■ THE TASK
Filter the entries below, keeping only lines with the word "that".

── DATA TO PROCESS ──

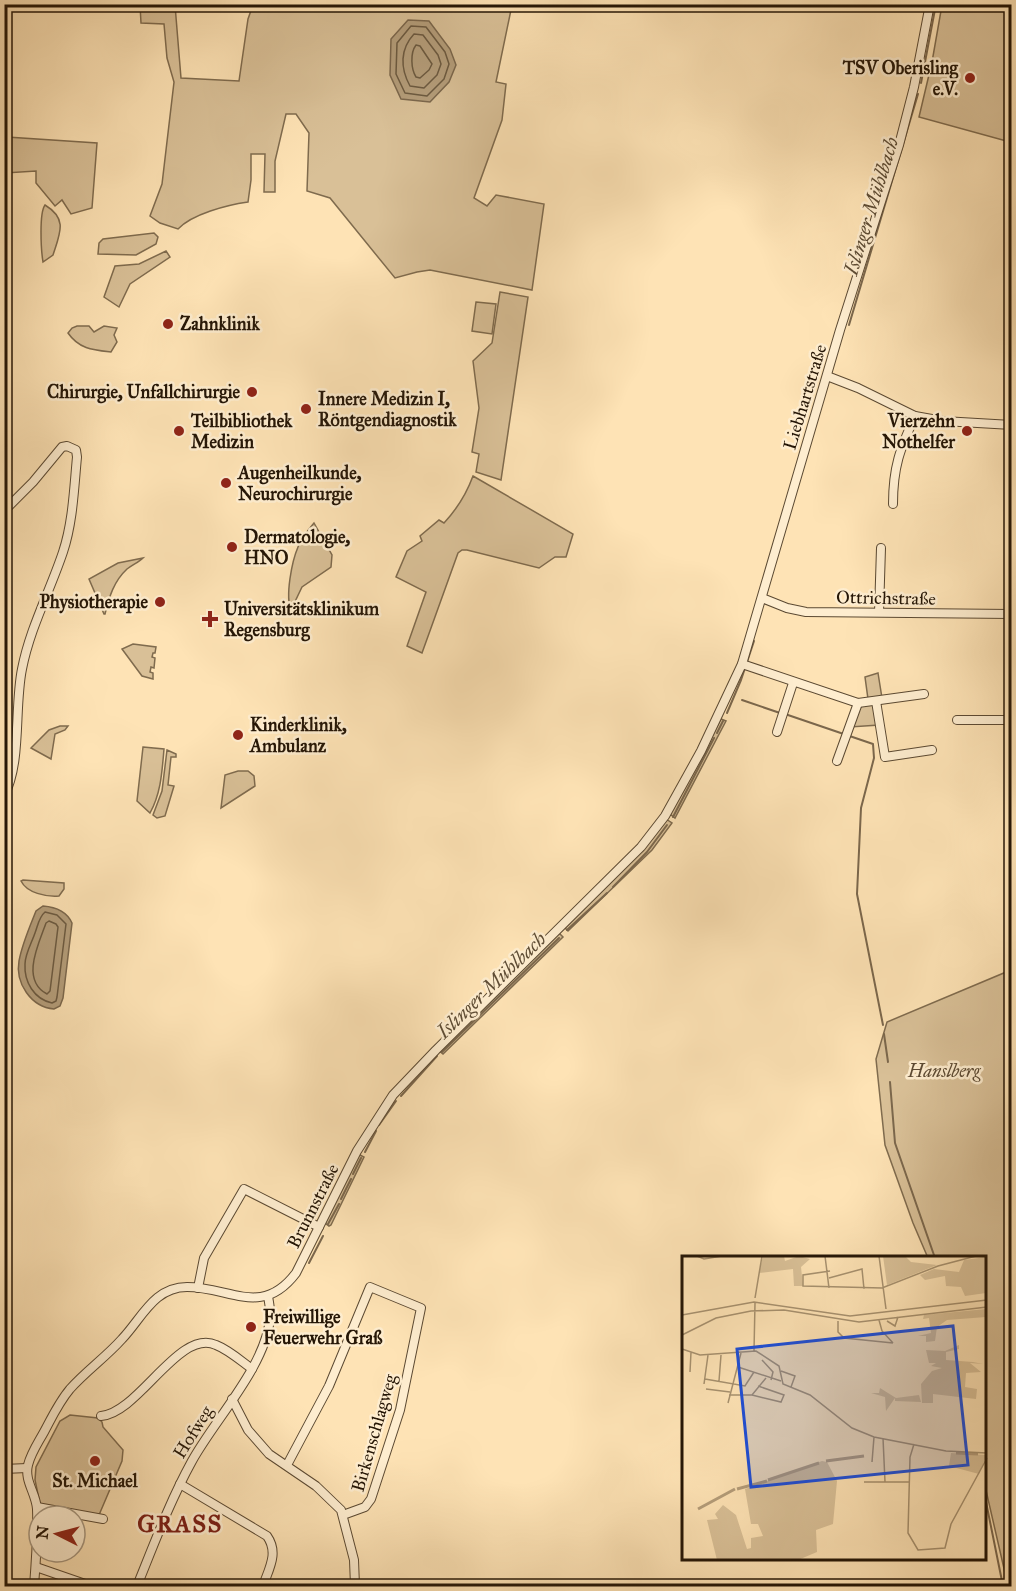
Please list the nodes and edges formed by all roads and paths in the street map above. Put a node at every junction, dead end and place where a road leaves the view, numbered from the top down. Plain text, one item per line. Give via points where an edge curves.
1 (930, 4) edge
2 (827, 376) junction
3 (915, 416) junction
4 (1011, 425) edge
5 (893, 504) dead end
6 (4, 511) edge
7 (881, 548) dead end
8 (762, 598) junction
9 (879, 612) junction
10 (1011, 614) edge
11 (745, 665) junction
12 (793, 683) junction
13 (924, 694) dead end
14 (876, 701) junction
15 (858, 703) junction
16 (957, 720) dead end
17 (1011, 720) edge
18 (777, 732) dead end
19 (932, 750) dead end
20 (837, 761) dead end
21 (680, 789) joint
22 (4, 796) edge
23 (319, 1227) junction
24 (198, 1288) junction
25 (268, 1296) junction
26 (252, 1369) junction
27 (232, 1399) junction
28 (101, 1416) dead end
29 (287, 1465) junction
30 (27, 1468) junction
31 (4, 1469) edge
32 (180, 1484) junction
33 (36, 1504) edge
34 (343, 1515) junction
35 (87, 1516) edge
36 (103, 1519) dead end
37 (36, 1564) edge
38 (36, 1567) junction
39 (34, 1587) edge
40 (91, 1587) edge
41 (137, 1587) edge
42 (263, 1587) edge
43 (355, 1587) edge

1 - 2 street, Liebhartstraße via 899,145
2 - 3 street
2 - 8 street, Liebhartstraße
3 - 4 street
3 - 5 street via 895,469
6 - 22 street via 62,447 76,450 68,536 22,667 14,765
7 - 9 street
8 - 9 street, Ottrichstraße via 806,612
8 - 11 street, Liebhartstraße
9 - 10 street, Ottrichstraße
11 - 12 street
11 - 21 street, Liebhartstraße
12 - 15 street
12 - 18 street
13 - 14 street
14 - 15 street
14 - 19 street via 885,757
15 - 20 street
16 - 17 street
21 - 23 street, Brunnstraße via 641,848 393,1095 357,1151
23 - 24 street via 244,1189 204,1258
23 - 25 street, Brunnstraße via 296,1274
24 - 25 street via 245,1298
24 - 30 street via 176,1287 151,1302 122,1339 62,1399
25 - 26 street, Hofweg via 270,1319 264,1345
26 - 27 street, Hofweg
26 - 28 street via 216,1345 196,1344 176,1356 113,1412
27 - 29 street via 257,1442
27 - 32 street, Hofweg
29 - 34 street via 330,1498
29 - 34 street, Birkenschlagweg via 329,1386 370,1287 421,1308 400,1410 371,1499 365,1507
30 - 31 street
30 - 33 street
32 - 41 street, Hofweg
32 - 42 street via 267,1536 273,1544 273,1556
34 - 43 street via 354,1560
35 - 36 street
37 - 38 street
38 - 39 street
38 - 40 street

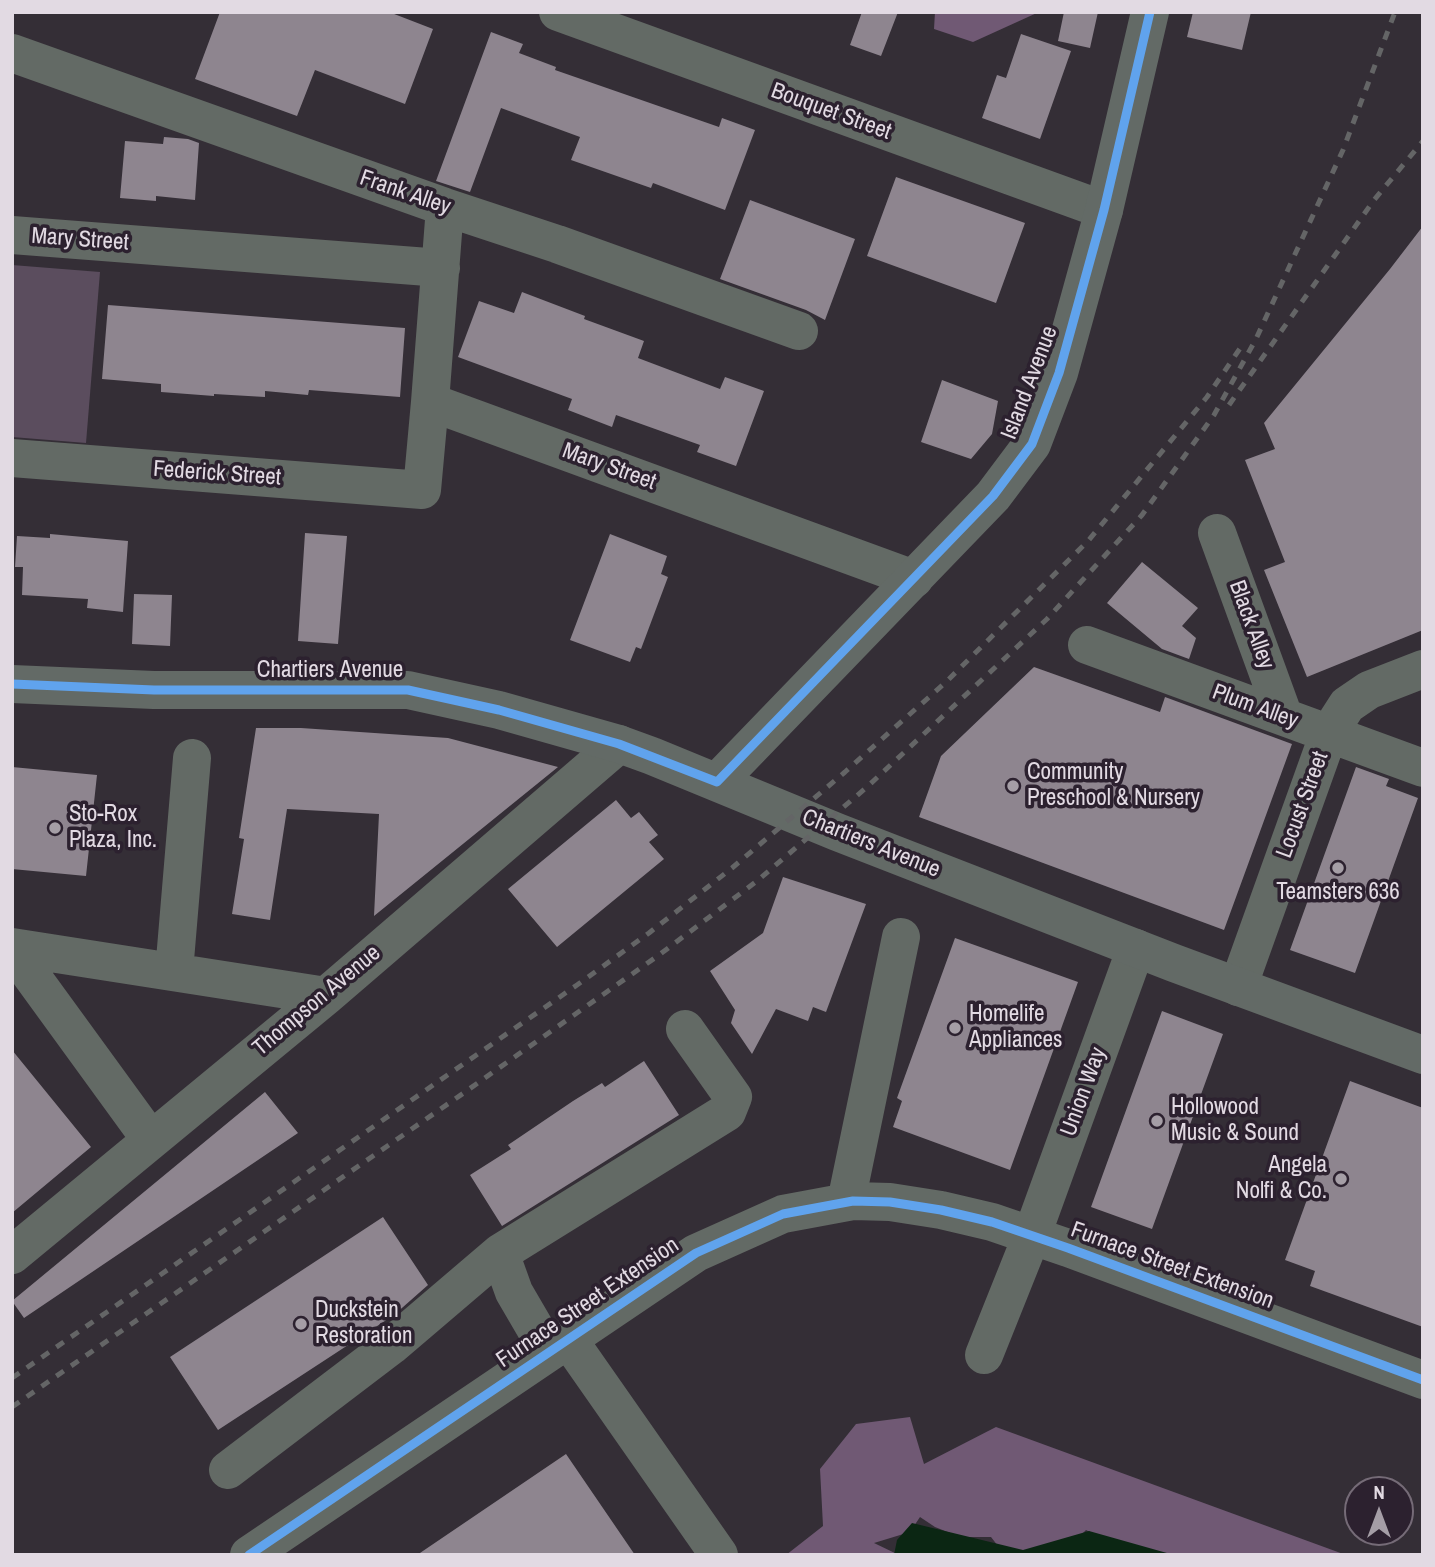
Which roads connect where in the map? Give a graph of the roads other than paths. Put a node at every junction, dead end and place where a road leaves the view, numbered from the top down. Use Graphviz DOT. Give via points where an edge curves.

───
── DATA TO PROCESS ──

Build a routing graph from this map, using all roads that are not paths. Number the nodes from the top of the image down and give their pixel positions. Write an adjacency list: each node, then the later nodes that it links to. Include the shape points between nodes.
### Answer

───
── DATA TO PROCESS ──

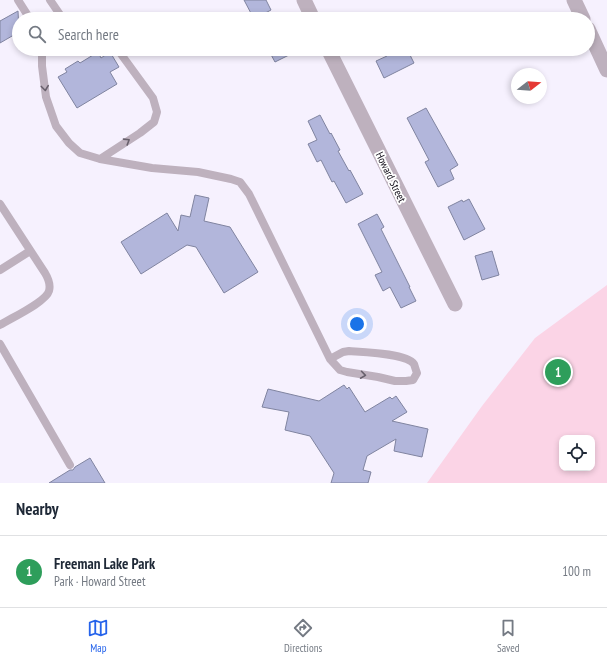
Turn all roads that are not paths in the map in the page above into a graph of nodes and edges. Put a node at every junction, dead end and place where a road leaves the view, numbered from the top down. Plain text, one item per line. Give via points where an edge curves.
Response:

───

■ SOLUTION TO THE EXERCISE
Build a routing graph from this map, using all roads that are not paths. Number the nodes from the top of the image down and give their pixel positions. Write an adjacency list: each node, then the later nodes that it links to. Include the shape points between nodes.
Turn all roads that are not paths in the map in the page above into a graph of nodes and edges. Put a node at every junction, dead end and place where a road leaves the view, numbered from the top down. Plain text, one item per line. Give via points where an edge curves.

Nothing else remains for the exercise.